- Activity -
Please say how many lines in the records below contain the word "column". Give only the number.

- Provided entries -
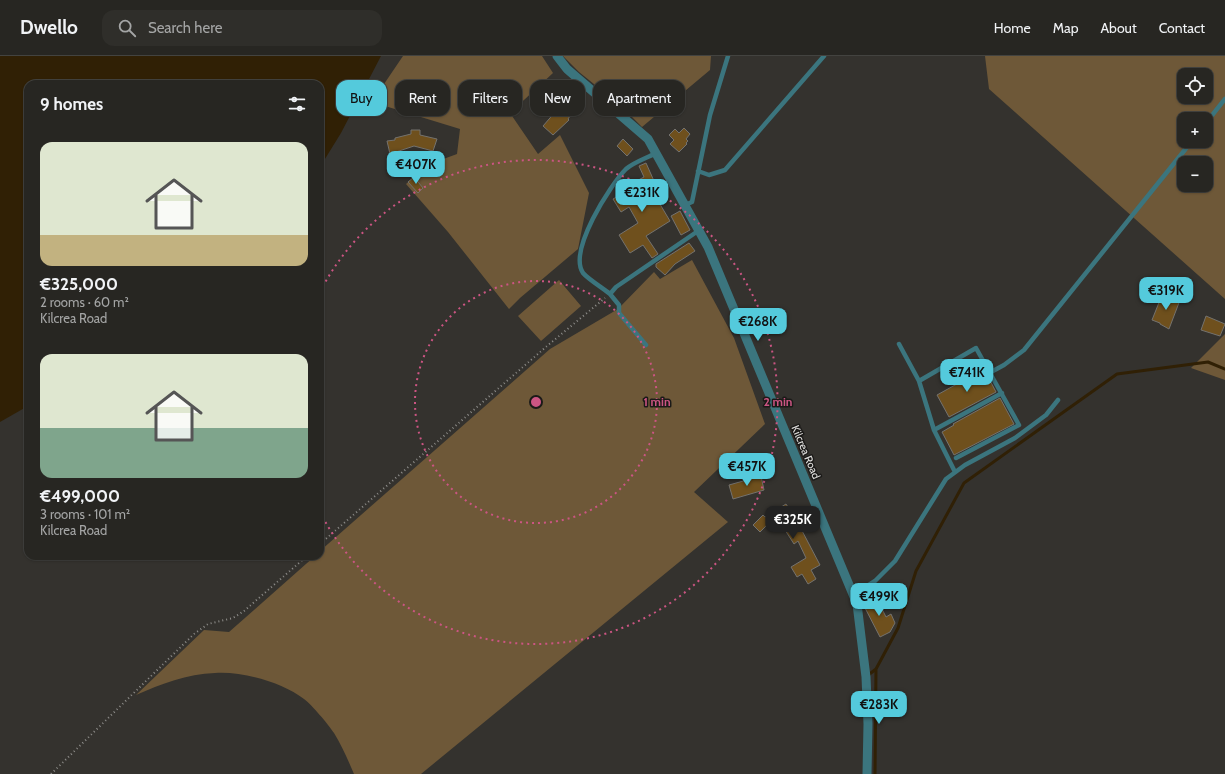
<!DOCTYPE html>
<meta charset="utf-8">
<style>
:root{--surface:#272622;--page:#2f2e2a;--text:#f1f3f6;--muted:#a4a5a5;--line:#434340;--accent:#54cadc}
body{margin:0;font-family:Cabin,sans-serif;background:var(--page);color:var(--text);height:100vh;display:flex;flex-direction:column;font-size:15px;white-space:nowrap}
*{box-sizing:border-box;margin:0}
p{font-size:13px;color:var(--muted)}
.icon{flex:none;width:22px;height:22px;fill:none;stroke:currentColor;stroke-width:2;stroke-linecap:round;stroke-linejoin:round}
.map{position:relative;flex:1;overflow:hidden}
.panel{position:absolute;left:24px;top:24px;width:300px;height:480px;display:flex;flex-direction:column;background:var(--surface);border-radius:12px;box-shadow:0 1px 3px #0004,0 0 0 1px var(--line)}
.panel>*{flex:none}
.guide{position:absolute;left:336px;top:24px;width:380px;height:36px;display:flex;gap:8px}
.fabs{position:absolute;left:1177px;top:12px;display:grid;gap:8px}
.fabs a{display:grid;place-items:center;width:36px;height:36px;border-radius:8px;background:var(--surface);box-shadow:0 1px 3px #0004,0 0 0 1px var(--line);font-size:20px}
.price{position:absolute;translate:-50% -34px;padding:0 9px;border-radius:8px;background:var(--accent);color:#111;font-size:13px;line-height:26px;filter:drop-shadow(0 1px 2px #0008)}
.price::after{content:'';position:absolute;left:50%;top:24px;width:12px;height:9px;margin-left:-6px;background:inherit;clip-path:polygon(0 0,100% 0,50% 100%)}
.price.selected{background:#222;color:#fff}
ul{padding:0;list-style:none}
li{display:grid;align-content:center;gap:8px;height:212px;padding:0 16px}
li span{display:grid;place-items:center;height:124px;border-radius:12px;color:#555}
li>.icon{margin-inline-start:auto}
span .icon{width:72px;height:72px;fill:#fffc;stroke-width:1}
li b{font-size:17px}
h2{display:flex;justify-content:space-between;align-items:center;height:48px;padding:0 16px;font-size:17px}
.tag{padding:0 14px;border-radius:12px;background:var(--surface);box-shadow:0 1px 3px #0004,0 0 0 1px var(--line);font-size:14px;line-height:36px}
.tag.selected{background:var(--accent);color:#111}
header{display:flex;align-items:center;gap:24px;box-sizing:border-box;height:56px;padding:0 20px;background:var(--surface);border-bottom:1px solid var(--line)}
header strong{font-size:19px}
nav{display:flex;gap:22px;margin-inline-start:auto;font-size:14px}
.search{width:280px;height:36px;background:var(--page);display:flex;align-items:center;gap:10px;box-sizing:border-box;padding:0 14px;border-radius:12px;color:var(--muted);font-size:15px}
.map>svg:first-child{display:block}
</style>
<header>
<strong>Dwello</strong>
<div class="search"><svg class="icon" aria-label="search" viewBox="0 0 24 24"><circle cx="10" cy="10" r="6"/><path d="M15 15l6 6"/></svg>Search here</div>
<nav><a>Home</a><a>Map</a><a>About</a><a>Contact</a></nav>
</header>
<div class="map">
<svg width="1225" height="718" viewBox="0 0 1225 718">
<rect width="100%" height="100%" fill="#34322e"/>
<path fill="#6e5838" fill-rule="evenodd" d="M403 0H542L553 17 510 57 538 98 560 79 589 137 578 193 520 242 509 253 448 176 406 128 427 109 457 98 460 73 385 50 382 31Z
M563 0H711L710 14 642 71 620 49 579 16Z
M985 0H1225V243L989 33ZM1184 19H1206V41H1184ZM1184 63H1206V85H1184ZM1184 107H1206V129H1184Z
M692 204 734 282 765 368 694 436 728 466 421 718H354C348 704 342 690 334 677 328 668 312 649 304 643 282 626 242 615 215 617 187 618 161 628 136 639L204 574 229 576 315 500H320V495L550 293 618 253 654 216 660 223Z
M559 224 581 250 541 285 518 260Z
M1225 278V324L1191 312Z"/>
<path fill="#302005" d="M0 0H381L341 77 320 111V28H28V350L0 366Z"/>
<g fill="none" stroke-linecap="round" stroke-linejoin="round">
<path stroke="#302005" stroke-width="3" d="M867 620 876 613 898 572 916 515 964 427 1117 318 1208 306 1225 313
M875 718 876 613"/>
</g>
<path fill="#6f501d" stroke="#74726e" d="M562 52 570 60 568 63 569 64 553 79 543 70 556 55 557 56Z
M684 72 690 78 686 83 688 85 686 87 687 88 679 96 670 88 674 84 669 79 675 73 679 77Z
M411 74H420V79L437 83 433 95 414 90 390 98 387 85 395 84V82L411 78Z
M623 83 633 93 627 100 617 90Z
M646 107 654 125 648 128 670 165 646 180 658 198 652 202 643 189 630 197 619 179 638 167 629 151 621 156 613 143 631 133 629 129 644 121 639 110Z
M414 121 423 132 418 137 408 126Z
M680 155 690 174 681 179 671 160Z
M689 187 695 195 675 208 665 219 656 211V208Z
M1166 239 1180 244 1169 273 1160 268V267L1152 264 1160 244 1164 246Z
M1206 260 1225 268 1220 280 1201 274Z
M984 313 996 336 949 361 937 339Z
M1000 342 1014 368 954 399 942 376 954 369 953 368Z
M761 420 764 434 733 443 729 429Z
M786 448 793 459 795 458 801 468 799 469 820 509 811 514 816 523 808 528 802 518 797 521 791 511 806 502 798 485 794 488 776 460 760 476 753 469 763 459 765 461Z
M876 541 886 561 891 558 895 567 890 576 880 581 863 548Z"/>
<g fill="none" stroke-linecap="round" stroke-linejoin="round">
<path stroke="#8f8e8b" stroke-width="2" stroke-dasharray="1 3" stroke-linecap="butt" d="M320 488 547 290 605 242
M51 718 194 578 208 568 233 562 244 555 307 500"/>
<path stroke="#3b757e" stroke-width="4.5" d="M1206 67 1225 43
M656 97C647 102 634 106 626 113 610 129 568 195 583 217 588 223 604 233 610 238L616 231 698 175
M698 115 709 119 725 114 824 0
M685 149 692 146 710 59 728 0
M610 238 619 249V257L646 289
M899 288 919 325 934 374 955 416
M991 316 1004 309 1024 294 1192 85
M919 325 976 292 1019 369 956 402
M934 374 1002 337
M853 539 875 525 895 505 946 423 965 409 1015 382 1046 359 1058 344"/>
<path stroke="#3b757e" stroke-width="9" d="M557 0 567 13 648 83 708 191 857 548 866 621 868 668 867 718"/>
</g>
<g fill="none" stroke="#cc5583" stroke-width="2" stroke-dasharray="2 4">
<circle cx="536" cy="346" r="121"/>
<path d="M320 236A242 242 0 1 1 320 456"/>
</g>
<g text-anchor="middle" stroke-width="3" stroke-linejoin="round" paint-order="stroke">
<g font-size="11" fill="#e3e2e0" stroke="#1b1a18">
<text transform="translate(806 396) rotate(67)" y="4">Kilcrea Road</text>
</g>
</g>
<circle cx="536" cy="346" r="6" fill="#cc5583" stroke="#1b1a18" stroke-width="2"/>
<g font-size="12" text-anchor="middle" font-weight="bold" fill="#cc5583" stroke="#1b1a18" stroke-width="3" stroke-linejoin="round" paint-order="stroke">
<text x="657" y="350">1 min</text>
<text x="778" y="350">2 min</text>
</g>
</svg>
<div class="fabs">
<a><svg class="icon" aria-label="locate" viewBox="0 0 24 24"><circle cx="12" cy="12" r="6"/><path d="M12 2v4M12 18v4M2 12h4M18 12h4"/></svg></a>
<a>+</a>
<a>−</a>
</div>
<b class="price" style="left:416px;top:129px">€407K</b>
<b class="price" style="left:642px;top:157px">€231K</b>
<b class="price" style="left:1166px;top:255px">€319K</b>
<b class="price" style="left:758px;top:286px">€268K</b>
<b class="price" style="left:967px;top:337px">€741K</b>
<b class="price" style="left:747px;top:431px">€457K</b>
<b class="price selected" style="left:793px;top:484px">€325K</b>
<b class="price" style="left:879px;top:561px">€499K</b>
<b class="price" style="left:879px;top:669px">€283K</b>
<div class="guide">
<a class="tag selected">Buy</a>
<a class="tag">Rent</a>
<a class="tag">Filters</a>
<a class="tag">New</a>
<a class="tag">Apartment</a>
</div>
<section class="panel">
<h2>9 homes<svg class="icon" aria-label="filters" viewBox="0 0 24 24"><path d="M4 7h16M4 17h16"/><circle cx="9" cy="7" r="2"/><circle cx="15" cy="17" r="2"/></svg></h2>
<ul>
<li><span style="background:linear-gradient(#dfe7d0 75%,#c2b280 0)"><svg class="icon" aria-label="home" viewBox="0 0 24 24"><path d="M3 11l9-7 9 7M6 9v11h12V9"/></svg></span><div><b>€325,000</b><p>2 rooms · 60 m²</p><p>Kilcrea Road</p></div></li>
<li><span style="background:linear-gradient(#dfe7d0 60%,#7fa58c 0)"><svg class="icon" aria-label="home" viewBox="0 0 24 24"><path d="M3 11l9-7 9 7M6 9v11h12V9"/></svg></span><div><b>€499,000</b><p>3 rooms · 101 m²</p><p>Kilcrea Road</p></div></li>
</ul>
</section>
</div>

- Response to the task -
2